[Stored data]
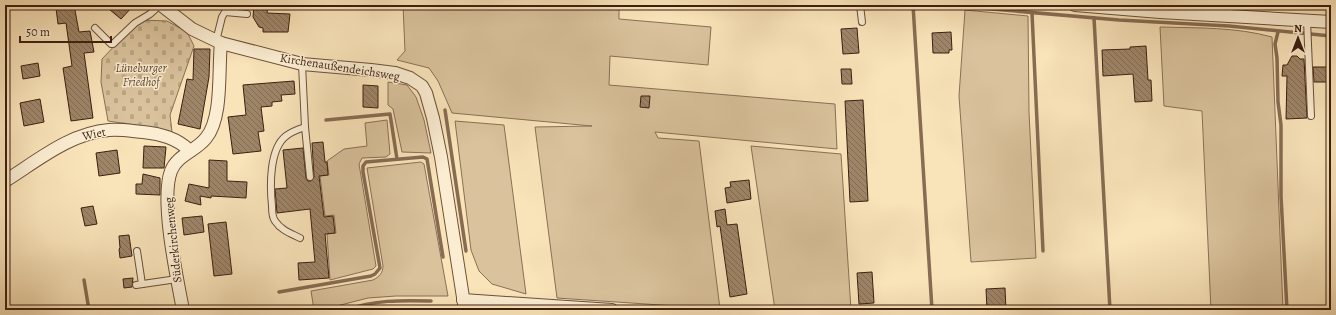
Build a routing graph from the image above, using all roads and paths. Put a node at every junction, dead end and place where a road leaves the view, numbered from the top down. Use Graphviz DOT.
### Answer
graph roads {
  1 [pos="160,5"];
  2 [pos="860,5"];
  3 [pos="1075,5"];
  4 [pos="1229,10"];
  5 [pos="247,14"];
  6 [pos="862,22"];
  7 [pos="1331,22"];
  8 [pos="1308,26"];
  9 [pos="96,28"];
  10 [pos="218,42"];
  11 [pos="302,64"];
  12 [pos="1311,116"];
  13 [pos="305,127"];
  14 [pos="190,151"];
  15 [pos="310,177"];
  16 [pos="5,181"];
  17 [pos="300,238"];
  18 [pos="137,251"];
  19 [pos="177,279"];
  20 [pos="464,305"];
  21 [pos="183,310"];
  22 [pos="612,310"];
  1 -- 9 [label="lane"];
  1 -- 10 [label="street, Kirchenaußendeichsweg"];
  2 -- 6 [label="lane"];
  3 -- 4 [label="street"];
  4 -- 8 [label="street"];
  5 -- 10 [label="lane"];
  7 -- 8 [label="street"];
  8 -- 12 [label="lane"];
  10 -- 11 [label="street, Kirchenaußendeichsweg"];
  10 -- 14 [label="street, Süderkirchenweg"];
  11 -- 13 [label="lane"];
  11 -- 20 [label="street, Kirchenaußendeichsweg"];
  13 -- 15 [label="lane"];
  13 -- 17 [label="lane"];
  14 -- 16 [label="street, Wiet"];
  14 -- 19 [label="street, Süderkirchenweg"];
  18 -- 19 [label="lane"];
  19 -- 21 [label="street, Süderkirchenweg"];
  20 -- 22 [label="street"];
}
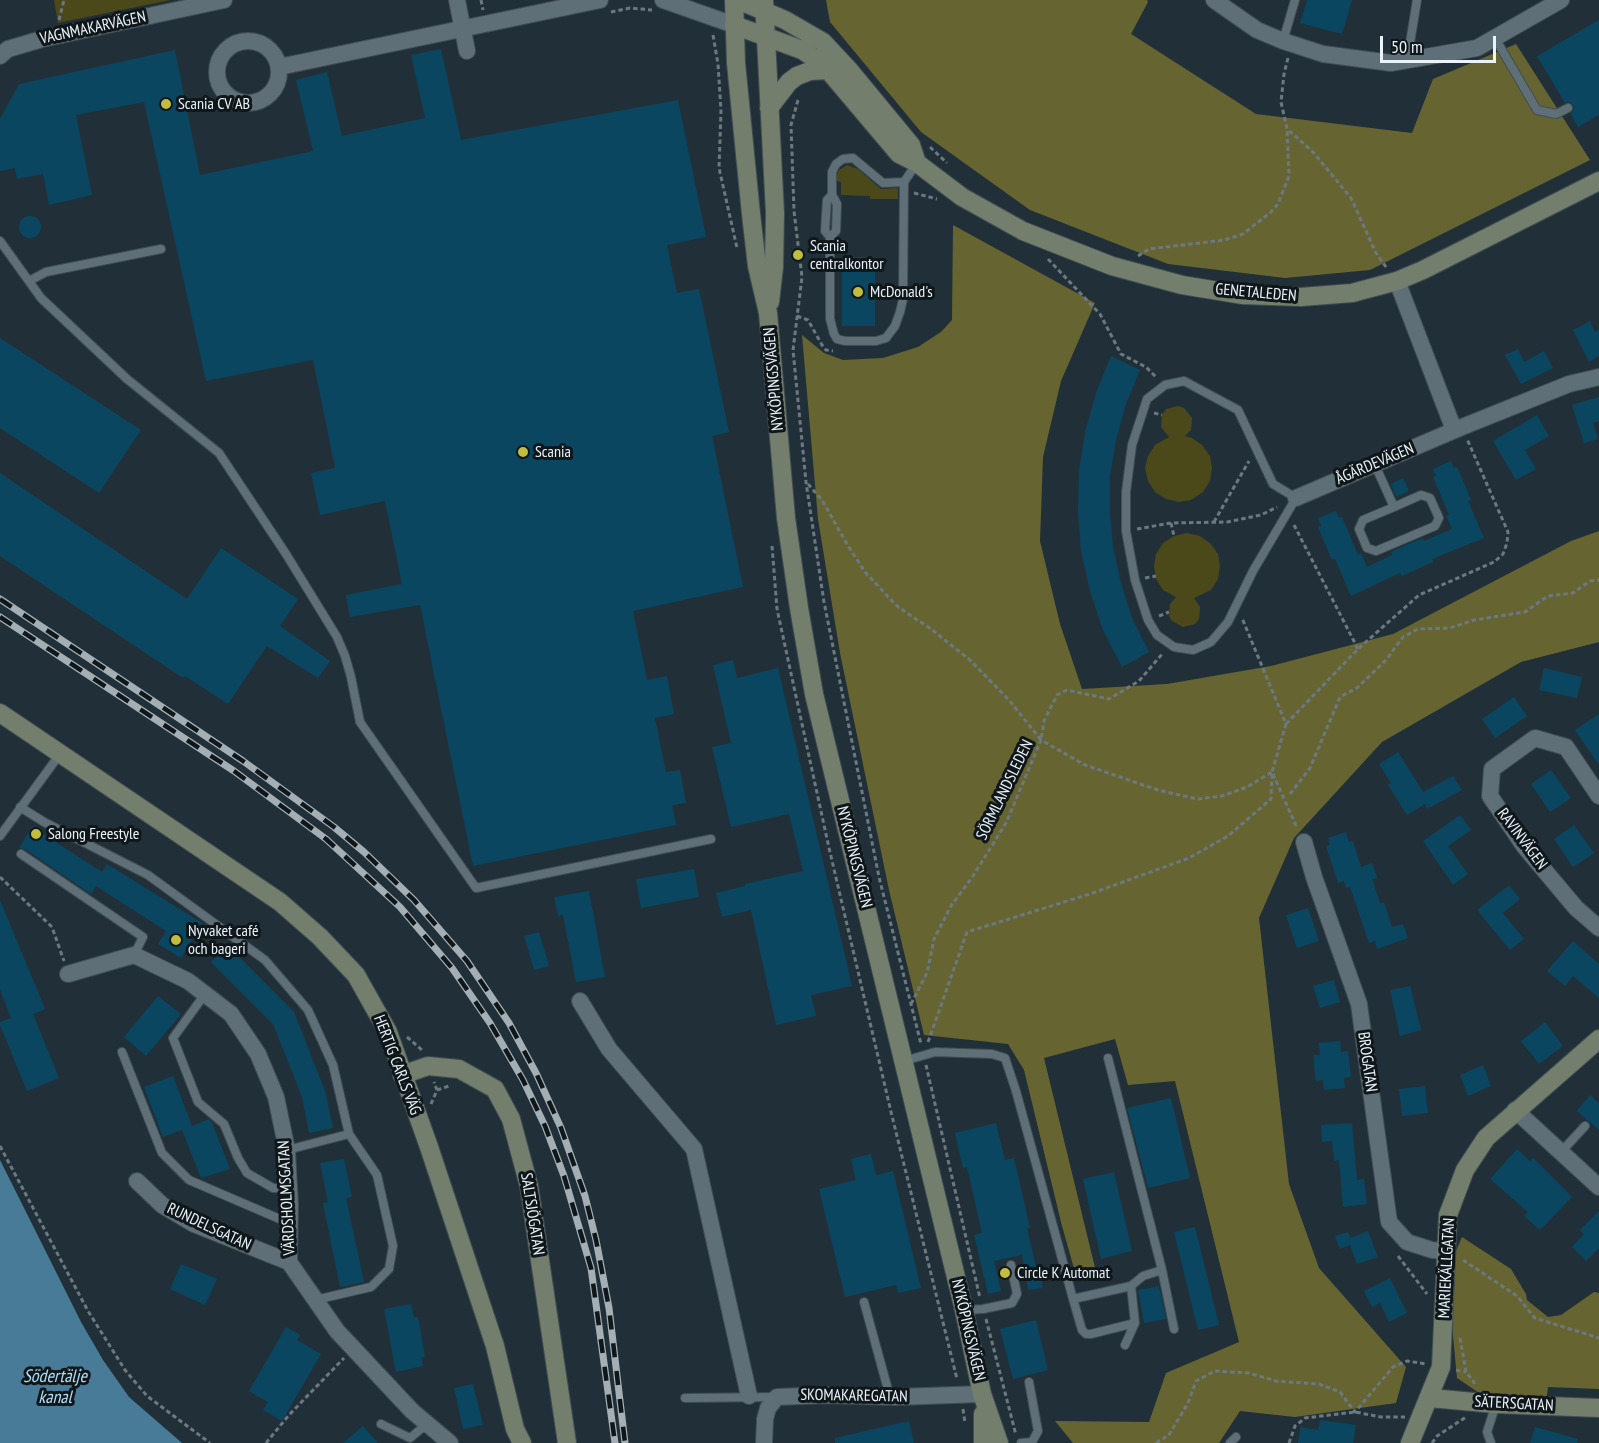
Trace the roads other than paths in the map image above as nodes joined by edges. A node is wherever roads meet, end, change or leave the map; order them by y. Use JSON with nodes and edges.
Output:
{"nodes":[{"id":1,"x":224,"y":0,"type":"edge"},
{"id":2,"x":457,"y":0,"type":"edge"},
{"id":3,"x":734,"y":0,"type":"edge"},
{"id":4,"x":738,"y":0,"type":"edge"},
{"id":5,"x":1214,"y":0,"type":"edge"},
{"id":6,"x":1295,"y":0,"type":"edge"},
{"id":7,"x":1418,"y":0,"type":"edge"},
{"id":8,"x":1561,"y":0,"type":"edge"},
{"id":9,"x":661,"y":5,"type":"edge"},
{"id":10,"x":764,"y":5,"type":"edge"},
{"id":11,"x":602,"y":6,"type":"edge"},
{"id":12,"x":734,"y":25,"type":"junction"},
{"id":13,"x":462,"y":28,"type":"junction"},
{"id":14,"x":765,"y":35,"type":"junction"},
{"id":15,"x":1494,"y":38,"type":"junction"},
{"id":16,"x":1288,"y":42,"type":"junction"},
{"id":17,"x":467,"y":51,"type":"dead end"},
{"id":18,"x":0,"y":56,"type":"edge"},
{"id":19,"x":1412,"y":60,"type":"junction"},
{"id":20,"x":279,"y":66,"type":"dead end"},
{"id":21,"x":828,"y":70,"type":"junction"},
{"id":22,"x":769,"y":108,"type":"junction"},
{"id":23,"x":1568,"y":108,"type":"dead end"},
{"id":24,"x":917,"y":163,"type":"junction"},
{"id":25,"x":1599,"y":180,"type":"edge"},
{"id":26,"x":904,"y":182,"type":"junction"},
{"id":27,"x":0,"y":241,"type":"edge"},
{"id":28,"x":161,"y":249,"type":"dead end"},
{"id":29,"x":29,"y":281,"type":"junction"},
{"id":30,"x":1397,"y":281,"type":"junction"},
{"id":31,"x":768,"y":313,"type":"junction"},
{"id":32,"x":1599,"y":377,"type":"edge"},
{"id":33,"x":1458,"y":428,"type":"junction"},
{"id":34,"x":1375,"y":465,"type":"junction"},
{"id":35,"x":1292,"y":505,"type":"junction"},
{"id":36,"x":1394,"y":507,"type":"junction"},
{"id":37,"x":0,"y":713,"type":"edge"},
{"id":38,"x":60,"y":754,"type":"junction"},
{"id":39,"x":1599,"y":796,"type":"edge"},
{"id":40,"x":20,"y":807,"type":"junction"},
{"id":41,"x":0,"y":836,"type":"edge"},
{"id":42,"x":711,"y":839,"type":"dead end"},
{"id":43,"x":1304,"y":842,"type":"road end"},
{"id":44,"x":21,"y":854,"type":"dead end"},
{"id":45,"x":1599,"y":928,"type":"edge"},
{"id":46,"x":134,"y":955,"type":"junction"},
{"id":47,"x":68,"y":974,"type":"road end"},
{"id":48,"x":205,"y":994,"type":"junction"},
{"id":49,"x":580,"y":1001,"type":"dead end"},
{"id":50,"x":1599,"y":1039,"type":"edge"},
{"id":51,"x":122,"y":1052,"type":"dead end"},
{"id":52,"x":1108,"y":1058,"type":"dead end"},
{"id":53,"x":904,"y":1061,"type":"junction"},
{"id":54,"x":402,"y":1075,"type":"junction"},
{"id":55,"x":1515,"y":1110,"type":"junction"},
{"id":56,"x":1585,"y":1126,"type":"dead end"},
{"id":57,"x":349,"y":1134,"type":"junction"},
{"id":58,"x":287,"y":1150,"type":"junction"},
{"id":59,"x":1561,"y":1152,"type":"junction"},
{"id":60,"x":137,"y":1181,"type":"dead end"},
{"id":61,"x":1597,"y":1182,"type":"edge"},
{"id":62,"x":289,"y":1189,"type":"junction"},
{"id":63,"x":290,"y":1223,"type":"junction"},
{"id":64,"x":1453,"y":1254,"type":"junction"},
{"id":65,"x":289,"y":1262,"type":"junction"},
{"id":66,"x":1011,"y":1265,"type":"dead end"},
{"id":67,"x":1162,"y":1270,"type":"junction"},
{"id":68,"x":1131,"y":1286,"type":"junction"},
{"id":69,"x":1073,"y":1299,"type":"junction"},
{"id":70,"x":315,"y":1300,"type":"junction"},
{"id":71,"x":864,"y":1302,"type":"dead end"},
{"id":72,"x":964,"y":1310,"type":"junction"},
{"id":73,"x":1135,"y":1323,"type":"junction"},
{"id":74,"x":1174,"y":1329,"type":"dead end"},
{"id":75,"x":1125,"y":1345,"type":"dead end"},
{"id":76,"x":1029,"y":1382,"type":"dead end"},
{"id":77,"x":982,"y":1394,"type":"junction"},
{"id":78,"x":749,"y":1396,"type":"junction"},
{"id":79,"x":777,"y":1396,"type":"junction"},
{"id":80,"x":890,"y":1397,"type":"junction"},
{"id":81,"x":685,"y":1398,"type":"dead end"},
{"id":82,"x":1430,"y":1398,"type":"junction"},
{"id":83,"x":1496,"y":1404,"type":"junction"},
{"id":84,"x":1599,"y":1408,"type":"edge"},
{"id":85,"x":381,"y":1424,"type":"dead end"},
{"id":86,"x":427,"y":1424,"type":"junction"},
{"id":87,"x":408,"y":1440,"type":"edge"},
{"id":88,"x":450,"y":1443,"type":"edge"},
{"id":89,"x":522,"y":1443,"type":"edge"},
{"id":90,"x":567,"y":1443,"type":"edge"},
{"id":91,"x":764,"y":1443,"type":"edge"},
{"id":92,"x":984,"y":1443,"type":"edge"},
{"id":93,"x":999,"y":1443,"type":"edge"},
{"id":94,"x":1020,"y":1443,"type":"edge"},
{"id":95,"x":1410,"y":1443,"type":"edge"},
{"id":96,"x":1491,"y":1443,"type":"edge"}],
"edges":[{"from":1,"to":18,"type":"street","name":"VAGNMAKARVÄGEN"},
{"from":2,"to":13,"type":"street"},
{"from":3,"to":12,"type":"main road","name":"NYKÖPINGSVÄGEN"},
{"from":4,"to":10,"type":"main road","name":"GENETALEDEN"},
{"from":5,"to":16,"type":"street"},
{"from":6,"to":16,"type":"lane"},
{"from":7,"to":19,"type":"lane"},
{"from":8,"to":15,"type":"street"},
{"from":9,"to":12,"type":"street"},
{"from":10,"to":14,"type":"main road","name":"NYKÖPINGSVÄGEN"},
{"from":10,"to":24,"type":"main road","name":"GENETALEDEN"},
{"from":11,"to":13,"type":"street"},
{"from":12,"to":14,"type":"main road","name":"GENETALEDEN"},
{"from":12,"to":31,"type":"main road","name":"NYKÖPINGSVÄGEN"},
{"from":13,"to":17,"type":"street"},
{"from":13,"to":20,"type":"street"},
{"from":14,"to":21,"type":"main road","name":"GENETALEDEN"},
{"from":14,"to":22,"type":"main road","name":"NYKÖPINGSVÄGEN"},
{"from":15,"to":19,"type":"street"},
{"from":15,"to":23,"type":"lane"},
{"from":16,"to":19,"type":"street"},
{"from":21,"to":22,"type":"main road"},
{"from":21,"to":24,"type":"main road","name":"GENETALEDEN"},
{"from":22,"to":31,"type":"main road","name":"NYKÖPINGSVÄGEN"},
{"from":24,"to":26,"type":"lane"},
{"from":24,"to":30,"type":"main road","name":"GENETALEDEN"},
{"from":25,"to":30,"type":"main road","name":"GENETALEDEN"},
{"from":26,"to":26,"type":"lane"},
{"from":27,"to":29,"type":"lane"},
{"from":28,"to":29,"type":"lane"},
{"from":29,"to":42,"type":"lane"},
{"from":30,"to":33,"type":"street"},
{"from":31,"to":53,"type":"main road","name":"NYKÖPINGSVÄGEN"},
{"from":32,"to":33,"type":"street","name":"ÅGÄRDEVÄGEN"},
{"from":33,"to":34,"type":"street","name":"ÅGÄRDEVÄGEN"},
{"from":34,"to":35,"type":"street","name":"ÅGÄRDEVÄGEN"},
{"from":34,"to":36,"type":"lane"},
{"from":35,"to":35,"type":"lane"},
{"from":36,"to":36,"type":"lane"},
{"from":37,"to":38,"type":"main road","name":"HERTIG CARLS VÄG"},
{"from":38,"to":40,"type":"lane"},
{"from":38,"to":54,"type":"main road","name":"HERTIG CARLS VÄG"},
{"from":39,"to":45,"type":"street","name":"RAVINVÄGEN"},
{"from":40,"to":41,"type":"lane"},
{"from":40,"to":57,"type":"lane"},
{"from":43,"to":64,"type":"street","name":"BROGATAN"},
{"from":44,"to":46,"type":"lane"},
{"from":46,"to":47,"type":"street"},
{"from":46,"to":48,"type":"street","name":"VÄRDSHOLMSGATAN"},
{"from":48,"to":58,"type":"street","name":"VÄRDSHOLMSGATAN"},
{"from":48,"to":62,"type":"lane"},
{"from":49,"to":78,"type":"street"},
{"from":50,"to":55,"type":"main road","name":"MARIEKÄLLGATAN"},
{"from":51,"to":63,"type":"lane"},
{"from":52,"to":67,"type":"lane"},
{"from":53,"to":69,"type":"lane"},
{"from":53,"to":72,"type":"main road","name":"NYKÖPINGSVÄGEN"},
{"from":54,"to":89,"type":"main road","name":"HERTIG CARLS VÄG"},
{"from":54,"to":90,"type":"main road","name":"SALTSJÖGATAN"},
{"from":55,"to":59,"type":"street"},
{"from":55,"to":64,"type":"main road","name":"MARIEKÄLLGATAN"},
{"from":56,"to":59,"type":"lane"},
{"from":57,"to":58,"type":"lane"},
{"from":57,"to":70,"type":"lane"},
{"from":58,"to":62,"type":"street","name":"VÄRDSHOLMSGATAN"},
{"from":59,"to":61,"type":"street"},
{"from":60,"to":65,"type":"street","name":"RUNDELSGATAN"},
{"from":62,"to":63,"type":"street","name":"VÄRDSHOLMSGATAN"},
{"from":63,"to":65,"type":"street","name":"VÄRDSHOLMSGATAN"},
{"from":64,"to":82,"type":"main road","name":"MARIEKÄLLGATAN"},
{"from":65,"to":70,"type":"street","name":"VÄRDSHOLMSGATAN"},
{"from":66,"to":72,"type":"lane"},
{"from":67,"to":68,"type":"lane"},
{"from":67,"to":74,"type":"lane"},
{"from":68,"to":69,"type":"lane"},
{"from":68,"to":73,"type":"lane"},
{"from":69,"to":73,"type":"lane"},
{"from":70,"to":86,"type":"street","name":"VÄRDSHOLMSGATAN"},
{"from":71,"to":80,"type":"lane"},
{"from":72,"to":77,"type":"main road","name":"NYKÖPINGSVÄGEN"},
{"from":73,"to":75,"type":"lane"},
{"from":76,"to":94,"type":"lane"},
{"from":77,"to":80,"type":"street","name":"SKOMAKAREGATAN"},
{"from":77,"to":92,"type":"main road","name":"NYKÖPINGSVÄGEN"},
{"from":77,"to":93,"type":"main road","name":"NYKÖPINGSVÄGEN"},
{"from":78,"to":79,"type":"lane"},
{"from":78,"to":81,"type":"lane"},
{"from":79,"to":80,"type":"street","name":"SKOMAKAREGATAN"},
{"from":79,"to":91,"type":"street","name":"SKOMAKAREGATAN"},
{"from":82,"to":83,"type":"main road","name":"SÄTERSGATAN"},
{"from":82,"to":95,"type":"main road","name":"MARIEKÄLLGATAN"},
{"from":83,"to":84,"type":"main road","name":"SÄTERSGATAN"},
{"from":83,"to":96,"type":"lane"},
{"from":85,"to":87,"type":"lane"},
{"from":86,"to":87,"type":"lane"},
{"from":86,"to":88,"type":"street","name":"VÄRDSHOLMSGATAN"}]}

What is required
Go through the entries and copy every line with "above".

Solution
Build a routing graph from the image above, using all roads and paths. Put a node at every junction, dead end and place where a road leaves the view, numbered from the top down. Use Graphviz DOT.
Trace the roads other than paths in the map image above as nodes joined by edges. A node is wherever roads meet, end, change or leave the map; order them by y. Use JSON with nodes and edges.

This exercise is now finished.